Rede 5G da Huawei quer ser 100 vezes mais rápida que 4G

Por Redação | 30 de Agosto de 2013 às 17h01

O CEO da fabricante de smartphones Huawei, Ken Hu, disse à Forbes que nos últimos anos a empresa vem desenvolvendo a tecnologia da rede 5G. A proposta é que a nova conexão seja 100 vezes mais rápida que o 4G, mas ela só deve ser disponibilizada em 2020.

A meta é ambiciosa, já que o 4G LTE tem uma velocidade de 100 Mbps. No entanto, o CEO diz que a viabilidade da novidade depende da disponibilidade de frequências para o uso do 5G. Segundo ele, o setor de pesquisa e desenvolvimento da Huawei tem "centenas de engenheiros" trabalhando nesse projeto, que a companhia considera crucial para o futuro.

Hu também falou sobre a tendências dos dispositivos vestíveis, como o Google Glass e o iWatch, possível nome do relógio inteligente da Apple, e como daqui para frente o mundo precisará de informações coletadas em tempo real - o que exige uma alta velocidade de conexão móvel.

"Precisamos olhar para o dia de hoje com os olhos do amanhã, em que a internet será fundamental, uma infraestrutura onipresente, como a eletricidade ou as estradas", afirmou o CEO à Forbes.

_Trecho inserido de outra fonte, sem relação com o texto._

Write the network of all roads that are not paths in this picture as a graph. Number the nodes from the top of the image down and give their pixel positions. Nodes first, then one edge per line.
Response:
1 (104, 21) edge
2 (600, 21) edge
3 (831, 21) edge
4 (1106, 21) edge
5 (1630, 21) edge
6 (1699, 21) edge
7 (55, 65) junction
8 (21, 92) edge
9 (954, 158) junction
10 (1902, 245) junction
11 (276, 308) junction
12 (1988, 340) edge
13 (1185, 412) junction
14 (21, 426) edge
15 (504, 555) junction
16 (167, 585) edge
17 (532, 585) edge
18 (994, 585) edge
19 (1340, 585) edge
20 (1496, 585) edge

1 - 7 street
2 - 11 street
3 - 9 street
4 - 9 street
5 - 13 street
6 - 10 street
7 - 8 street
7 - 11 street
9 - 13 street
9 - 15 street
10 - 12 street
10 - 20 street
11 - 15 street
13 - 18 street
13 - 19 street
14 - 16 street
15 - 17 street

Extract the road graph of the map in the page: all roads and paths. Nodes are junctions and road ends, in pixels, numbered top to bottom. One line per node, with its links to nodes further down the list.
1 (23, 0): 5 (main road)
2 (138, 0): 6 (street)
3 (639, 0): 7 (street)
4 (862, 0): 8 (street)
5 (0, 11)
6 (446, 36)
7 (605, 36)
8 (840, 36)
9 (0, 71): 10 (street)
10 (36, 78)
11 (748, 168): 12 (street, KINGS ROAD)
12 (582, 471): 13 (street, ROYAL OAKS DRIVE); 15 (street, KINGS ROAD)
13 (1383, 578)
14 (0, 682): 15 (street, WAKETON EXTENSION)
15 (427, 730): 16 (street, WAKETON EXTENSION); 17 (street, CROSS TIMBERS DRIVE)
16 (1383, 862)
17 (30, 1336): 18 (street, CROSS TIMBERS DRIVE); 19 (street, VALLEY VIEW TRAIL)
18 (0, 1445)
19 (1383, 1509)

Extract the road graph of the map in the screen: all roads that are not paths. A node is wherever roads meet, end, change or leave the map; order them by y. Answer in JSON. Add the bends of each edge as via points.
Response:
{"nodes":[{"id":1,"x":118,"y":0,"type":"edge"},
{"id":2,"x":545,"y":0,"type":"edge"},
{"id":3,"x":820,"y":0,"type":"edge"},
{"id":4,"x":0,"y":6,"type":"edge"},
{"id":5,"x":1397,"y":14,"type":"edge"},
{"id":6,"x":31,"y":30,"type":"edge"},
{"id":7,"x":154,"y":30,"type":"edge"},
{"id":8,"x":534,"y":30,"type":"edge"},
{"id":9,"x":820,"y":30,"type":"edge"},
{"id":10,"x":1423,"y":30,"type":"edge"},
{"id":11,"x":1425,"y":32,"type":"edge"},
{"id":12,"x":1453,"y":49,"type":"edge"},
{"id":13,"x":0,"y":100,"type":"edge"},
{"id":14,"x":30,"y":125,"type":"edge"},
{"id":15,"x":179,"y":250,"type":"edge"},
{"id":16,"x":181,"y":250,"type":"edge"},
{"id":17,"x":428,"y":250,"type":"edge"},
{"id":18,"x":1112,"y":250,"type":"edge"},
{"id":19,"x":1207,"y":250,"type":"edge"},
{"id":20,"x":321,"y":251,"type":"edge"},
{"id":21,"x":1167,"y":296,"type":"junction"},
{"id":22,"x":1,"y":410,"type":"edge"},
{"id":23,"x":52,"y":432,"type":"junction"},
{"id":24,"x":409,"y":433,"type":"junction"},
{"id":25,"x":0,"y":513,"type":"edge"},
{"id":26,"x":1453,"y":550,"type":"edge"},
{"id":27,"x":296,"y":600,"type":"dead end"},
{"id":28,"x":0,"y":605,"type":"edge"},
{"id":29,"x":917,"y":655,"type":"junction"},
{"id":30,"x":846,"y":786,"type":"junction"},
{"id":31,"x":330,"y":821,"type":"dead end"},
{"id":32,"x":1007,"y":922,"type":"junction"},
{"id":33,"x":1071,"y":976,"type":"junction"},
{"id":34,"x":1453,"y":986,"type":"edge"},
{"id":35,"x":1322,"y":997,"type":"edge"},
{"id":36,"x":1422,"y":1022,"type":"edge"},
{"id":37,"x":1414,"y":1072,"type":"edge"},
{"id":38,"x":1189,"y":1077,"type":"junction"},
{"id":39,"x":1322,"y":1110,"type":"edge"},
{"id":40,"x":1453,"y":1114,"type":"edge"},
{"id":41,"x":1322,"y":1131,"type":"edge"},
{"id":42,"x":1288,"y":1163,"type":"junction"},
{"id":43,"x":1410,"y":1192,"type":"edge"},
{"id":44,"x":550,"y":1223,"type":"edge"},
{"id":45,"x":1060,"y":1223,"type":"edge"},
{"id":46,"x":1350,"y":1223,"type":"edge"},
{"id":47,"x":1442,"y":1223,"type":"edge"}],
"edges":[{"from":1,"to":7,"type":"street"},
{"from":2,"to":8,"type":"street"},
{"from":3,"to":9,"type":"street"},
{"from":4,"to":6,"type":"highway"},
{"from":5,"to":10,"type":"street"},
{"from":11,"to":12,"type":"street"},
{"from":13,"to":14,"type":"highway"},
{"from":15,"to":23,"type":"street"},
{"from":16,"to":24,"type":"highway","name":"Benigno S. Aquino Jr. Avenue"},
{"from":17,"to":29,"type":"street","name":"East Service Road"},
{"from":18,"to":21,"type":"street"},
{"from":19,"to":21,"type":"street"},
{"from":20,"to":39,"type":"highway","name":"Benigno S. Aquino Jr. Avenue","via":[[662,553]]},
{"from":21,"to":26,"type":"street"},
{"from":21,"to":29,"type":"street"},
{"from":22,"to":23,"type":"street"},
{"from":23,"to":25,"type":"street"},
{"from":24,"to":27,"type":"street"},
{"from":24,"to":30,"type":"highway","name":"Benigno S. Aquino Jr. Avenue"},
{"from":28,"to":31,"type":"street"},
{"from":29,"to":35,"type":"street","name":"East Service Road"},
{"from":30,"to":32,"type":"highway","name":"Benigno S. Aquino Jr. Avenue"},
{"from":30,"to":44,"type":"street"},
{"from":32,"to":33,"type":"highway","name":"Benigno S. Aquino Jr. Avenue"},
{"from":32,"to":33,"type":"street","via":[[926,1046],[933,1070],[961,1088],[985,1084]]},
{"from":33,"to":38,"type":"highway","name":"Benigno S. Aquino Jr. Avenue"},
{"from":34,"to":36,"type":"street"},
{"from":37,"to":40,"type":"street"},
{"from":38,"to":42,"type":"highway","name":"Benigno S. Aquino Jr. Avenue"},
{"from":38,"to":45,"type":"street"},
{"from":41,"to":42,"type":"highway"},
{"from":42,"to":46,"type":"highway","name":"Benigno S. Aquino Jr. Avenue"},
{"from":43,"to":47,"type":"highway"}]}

Apesar de falar bastante sobre a importância da velocidade da conexão, o executivo não deu mais detalhes sobre o nível de progresso das pesquisas da empresa.

Em maio deste ano, a fabricante sul-coreana Samsung informou que estava testando uma rede sem fio 5G que seria centenas de vezes mais potente que o 4G oferecido atualmente. A previsão de comercialização da tecnologia também é para 2020.

Com 35 milhões libras investidas no futuro 5G, a Universidade de Surrey, na Inglaterra, é a que conta com a maior infraestrutura e apoio do governo e empresas de telefonia (Fujitsu, Telefónica, Huawei e Samsung) para o desenvolvimento da tecnologia. Os primeiros testes começaram em 2013 em uma área de 4 km quadrados, e a conexão será oferecida e terá uma velocidade acima de 1 Gbps. Apenas estudantes, funcionários e os financiadores poderão usar a nova tecnologia. No entanto, ainda não há uma previsão da velocidade que de fato será oferecida aos usuários no início da próxima década.

Com essa nova velocidade de conexão, é possível que a comunicação, hoje feita prioritariamente por voz e texto, evolua para o uso mais corriqueiro de vídeos. Atualmente, isso não é possível devido à instabilidade e a relativamente baixa velocidade dos sinais 3G e 4G.